An Adult Partner is REQUIRED to attend EVERYTHING, and do EVERYTHING, with his Tiger Cub Scout. This is a full time one-on-one situation. If the Adult Tiger Partner does not live with the Tiger, the BSA wants to run an extra level of security on them.

 

After the Tiger year the Scouts are not required by BSA to have an Adult Partner with them at all times. They are in a den with a den leader and assistant den leader, both of which must be registered with the BSA, and have current YP training.

 

I, for one, do not have a problem with anything that might help protect the Scouts.

 

Ned, to be an ACM you MUST a registered Scouter.

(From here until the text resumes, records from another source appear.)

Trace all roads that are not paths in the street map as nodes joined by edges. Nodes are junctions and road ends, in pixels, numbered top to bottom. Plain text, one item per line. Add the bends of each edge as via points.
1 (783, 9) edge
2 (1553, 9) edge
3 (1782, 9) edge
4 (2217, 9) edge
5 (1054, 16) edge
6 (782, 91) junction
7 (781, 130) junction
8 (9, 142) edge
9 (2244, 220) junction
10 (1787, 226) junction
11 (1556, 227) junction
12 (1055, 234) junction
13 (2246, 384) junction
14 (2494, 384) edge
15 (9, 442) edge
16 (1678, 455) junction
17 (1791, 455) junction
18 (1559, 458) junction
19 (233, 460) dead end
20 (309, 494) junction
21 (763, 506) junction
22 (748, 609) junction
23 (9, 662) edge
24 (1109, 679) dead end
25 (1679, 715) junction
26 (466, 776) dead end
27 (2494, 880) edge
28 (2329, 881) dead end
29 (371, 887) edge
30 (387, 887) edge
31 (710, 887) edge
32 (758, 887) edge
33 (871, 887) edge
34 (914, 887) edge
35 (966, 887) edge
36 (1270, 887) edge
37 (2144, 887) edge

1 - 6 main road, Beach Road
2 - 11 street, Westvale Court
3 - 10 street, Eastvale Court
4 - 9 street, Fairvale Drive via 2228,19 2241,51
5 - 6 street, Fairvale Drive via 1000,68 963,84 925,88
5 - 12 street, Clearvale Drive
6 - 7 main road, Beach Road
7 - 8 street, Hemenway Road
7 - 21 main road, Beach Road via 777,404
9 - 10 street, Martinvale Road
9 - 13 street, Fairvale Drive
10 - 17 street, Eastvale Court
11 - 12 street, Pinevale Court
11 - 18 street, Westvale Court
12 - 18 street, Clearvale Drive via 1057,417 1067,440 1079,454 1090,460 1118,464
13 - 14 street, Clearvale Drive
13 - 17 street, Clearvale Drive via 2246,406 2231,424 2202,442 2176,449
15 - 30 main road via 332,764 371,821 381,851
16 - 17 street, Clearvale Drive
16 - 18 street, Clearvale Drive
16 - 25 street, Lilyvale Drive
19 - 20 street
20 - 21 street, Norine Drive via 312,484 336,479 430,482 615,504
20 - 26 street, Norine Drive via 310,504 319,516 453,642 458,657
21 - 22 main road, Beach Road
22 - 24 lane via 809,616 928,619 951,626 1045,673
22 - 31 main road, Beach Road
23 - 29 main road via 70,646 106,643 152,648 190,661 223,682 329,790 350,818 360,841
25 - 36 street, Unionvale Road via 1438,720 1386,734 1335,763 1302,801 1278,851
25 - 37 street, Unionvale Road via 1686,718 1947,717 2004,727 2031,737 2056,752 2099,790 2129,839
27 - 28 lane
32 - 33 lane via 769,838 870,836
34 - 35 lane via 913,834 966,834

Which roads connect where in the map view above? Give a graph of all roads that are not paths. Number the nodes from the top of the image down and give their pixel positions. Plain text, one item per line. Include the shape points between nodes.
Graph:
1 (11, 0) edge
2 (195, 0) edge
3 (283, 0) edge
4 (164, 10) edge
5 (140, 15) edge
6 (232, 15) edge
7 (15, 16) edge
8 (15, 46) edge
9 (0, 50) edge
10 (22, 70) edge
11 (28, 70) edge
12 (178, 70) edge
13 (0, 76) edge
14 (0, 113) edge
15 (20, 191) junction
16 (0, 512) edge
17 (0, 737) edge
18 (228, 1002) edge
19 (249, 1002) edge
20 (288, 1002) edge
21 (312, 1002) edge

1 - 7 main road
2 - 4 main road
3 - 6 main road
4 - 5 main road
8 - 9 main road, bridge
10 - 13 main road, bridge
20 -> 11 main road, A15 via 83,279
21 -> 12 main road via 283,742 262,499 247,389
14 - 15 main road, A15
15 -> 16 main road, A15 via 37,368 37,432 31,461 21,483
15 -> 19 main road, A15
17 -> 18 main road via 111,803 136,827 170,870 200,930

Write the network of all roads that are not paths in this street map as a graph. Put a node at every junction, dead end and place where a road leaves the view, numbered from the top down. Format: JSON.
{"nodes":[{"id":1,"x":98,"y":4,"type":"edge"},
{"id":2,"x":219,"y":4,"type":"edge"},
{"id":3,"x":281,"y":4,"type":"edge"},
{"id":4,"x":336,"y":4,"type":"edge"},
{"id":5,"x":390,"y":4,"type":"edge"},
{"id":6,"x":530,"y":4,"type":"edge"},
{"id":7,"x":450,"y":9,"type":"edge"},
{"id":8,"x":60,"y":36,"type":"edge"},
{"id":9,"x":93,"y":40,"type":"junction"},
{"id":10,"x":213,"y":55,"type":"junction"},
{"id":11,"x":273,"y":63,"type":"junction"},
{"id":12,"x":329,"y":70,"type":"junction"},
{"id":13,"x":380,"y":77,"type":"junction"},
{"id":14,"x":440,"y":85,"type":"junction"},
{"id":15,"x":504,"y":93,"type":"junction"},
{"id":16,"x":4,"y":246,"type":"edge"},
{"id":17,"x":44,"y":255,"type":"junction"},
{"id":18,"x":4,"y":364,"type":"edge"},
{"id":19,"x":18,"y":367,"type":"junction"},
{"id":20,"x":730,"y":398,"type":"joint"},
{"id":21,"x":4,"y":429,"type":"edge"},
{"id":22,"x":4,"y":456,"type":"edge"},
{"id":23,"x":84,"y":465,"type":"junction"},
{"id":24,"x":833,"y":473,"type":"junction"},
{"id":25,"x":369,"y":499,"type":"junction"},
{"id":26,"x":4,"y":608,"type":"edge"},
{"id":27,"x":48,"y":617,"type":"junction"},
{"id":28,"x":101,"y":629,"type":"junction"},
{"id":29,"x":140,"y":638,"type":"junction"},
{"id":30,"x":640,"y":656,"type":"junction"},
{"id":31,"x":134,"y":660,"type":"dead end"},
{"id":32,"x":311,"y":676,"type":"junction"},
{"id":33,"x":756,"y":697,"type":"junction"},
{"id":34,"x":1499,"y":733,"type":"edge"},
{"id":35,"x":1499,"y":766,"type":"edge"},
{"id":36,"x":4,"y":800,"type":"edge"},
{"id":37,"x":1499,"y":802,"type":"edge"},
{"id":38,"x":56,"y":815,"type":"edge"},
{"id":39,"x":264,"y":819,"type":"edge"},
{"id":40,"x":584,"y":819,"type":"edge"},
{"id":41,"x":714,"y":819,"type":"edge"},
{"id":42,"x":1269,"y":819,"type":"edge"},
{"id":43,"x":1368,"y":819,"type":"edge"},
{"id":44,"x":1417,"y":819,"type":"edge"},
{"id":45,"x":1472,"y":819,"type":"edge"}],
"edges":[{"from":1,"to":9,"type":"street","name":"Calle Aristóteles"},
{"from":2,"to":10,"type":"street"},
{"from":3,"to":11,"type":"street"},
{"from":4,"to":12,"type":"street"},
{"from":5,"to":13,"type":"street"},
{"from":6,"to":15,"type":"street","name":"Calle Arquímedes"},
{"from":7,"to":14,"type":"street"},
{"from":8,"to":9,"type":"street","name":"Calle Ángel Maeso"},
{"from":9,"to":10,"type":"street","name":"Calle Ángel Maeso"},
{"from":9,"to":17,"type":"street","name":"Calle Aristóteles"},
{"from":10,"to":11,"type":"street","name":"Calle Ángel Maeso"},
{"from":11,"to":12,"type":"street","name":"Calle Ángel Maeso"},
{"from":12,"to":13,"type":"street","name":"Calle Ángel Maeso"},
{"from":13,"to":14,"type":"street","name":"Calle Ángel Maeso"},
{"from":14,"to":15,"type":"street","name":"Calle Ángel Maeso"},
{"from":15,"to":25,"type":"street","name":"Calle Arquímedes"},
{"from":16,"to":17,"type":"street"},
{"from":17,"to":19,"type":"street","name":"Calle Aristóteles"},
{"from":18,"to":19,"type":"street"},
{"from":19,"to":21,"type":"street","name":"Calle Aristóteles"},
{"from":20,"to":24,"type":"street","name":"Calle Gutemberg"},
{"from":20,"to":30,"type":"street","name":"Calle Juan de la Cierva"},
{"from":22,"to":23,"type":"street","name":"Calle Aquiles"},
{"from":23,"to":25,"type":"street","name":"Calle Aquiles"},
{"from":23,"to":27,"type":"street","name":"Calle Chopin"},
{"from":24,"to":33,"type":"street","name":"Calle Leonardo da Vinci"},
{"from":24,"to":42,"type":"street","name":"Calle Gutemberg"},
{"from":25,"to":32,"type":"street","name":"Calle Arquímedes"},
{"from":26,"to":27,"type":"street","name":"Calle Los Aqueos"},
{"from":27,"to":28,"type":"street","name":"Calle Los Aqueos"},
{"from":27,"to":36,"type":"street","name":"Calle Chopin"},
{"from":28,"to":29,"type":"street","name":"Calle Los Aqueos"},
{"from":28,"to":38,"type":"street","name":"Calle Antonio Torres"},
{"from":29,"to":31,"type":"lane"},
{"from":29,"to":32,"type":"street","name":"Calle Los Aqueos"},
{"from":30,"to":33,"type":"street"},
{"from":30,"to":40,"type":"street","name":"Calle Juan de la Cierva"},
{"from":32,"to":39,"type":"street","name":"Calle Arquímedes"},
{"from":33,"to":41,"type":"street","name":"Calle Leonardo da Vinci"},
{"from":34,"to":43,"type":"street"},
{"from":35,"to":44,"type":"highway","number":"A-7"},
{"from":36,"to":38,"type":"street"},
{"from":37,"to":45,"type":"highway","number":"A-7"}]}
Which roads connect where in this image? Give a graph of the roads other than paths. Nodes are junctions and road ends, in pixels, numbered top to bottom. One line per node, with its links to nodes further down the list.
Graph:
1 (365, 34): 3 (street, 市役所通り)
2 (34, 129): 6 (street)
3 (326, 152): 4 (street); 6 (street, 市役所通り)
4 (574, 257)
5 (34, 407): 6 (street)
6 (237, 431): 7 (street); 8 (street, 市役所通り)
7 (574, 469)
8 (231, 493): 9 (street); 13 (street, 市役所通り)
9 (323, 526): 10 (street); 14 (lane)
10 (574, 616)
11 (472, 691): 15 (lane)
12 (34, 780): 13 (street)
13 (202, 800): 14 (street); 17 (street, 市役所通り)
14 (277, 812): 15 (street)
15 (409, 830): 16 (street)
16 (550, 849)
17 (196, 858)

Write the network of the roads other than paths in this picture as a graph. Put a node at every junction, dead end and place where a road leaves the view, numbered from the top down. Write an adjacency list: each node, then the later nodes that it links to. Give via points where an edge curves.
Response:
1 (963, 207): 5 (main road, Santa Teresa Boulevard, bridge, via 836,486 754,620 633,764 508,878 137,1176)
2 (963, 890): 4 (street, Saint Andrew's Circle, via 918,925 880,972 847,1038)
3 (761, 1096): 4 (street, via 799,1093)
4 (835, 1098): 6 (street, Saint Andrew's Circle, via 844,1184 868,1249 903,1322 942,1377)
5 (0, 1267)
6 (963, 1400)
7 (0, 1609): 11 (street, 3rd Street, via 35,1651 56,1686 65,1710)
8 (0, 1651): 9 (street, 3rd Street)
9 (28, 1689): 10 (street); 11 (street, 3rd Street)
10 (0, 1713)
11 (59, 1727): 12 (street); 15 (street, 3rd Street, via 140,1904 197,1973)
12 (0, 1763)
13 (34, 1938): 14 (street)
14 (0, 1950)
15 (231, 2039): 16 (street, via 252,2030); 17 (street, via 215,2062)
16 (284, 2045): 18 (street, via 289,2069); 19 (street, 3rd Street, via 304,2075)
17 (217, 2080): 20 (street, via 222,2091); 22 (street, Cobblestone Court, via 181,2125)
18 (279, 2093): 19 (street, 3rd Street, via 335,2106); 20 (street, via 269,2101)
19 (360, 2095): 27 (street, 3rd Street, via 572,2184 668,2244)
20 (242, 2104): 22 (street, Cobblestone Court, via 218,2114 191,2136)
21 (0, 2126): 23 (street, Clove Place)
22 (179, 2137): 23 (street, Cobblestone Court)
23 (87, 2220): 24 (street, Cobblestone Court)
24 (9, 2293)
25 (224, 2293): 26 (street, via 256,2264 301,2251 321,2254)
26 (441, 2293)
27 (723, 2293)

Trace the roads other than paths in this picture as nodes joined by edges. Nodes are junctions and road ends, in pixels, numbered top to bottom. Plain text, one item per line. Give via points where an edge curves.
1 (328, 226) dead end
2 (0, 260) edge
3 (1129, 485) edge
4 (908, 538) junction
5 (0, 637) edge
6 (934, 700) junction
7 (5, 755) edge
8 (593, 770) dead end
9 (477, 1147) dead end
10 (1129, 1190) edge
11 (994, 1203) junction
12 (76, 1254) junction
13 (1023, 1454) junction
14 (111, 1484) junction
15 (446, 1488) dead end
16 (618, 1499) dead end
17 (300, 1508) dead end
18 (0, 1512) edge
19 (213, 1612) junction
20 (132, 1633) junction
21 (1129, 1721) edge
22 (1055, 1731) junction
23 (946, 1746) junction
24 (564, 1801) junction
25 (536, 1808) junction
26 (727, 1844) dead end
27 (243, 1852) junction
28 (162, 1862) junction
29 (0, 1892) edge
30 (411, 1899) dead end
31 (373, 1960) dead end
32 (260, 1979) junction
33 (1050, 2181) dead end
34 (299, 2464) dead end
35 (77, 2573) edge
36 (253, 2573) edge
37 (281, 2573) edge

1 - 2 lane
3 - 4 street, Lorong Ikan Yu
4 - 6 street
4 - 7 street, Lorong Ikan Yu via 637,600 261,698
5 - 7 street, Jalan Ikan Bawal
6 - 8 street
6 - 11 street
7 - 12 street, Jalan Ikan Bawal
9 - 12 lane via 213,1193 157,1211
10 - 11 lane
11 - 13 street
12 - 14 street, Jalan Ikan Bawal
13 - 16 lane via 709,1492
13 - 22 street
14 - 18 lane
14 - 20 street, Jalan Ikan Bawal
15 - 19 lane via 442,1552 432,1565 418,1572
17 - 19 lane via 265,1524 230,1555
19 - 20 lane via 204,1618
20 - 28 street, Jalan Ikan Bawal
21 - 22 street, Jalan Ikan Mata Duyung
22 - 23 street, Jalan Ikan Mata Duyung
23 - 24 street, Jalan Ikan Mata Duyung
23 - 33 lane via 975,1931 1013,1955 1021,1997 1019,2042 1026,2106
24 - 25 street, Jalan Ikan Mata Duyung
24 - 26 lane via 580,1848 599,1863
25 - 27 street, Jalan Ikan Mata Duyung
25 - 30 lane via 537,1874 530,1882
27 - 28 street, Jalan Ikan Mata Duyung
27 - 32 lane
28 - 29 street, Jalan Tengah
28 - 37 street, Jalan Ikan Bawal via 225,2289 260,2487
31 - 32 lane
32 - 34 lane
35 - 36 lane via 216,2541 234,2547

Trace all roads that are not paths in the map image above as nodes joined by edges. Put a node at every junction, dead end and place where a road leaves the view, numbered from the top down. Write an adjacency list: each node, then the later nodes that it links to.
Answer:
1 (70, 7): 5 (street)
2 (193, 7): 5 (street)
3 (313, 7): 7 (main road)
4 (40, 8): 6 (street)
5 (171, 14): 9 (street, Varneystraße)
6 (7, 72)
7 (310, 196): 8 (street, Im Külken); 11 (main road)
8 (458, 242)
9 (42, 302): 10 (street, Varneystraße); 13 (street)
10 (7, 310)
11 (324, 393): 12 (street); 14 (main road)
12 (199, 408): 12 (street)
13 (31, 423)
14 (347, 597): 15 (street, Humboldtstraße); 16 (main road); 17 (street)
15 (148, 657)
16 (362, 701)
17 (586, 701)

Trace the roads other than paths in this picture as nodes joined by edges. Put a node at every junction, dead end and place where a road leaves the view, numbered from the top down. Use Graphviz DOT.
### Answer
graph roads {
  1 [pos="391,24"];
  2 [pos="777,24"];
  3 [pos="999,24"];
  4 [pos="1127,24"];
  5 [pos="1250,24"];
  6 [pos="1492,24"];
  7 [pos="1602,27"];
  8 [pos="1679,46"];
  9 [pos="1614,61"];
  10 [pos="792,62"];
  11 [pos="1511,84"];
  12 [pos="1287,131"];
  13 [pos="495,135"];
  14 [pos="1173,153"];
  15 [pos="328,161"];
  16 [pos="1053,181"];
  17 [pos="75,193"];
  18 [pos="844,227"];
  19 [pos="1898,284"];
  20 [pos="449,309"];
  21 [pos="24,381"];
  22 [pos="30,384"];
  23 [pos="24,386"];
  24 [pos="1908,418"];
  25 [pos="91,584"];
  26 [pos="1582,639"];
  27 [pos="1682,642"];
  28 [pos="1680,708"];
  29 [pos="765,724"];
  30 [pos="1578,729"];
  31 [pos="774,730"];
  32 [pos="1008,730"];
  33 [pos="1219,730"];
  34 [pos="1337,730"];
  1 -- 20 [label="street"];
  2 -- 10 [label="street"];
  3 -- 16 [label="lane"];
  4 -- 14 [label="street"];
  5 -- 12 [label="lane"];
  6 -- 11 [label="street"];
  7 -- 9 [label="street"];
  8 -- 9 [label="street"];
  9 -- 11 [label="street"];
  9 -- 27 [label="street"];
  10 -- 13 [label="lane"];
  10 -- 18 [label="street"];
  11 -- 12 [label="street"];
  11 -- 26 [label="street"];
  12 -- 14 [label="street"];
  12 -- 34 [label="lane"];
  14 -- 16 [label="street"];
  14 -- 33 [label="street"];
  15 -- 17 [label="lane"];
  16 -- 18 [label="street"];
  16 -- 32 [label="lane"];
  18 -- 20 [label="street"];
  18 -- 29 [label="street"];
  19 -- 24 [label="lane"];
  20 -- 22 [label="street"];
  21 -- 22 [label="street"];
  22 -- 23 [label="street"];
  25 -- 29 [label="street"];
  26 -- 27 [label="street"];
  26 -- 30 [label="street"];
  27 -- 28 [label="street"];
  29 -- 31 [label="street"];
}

There is no need for you to fill out more than one adult application.

 

As for ManyHats dad - Why is the dad signing the boy up, and putting his info on the boys application if he does not live with his son? Where is the mom, or who ever is the boy's guardian, and whom he lives with?

 

Since it is the non-custodial parent signing this boy up, I would ask for some kind of permission slip from custodial parent, giving approval for the boy to register, and the dad to be his Tiger Partner.

 

I would make sure to use the position code "AP" on the adult application, and have the dad complete the online Youth Protection Training. Turn in to council the Scout's Youth application, the dad's Adult application, the dad's YPT certificate, and a copy of the permission slip from the custodial parent, together.

 

This man is registering ONLY to be the Adult Partner to his son, nothing else. If your CO does not approve of him as a Pack leader, then all they need to do is not register him again once his son's Tiger year is over.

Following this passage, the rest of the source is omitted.